Fix and flip window closed?

20 Replies

I'm hearing a lot of people talk about how fix and flip deals are almost impossible to find and execute these days and that the "window is closed." I assume that's because prices have risen in many markets and it is hard to find under priced deals.

But, in thinking back to 2005 - early 2007, prices were on the rise and people were making money hand over fist flipping deals. Why is it different now? Sure, harder to find under valued homes to flip, but can't you also sell them for much more now?

So what am I missing?

Window certainly hasn't closed for me or any of the other 100+ members still actively flipping...

Low inventory on the buy side.
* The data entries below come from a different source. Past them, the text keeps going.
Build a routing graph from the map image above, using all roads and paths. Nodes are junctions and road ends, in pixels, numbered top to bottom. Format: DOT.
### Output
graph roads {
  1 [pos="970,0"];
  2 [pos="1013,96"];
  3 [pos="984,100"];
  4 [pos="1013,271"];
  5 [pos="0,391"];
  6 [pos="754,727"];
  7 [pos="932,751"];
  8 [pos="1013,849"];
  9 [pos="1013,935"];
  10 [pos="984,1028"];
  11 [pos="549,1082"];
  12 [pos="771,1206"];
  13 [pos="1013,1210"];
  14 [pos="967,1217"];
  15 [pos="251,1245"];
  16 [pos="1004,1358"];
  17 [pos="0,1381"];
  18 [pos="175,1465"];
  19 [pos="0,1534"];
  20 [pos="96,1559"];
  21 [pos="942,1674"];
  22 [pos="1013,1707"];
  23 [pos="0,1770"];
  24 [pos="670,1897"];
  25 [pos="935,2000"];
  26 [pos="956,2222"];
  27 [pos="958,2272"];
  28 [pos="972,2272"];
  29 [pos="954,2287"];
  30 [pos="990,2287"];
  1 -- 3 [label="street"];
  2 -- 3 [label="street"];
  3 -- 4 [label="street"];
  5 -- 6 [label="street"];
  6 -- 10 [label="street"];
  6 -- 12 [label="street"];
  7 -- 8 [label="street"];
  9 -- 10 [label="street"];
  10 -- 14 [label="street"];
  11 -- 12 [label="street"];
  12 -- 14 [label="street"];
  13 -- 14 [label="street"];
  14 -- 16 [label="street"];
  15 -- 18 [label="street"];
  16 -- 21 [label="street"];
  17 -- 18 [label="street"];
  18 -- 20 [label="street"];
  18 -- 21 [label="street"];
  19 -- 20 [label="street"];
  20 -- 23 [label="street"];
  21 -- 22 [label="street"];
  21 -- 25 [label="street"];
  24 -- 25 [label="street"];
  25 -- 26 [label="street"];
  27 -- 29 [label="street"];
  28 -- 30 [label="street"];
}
Window has closed for the panty waists!!

lmao@Mark Freeman  !!!

What he's politley trying to say is, it has dried up for those who were picking the low hanging fruit and failed to find the cheese when they moved it. 

We have 2 we are about to start and one that we close on next Wednesday and a fourth that I got a call about today --- my CPA's father passed away and they don't want to deal with renovating and realtors.  

If people want to think the "window is closed", go ahead.  For us, nothing is being handed on a silver platter, but we almost have more than we can handle at one time.  

..... You just cannot be scared of a little work in my humble opinion!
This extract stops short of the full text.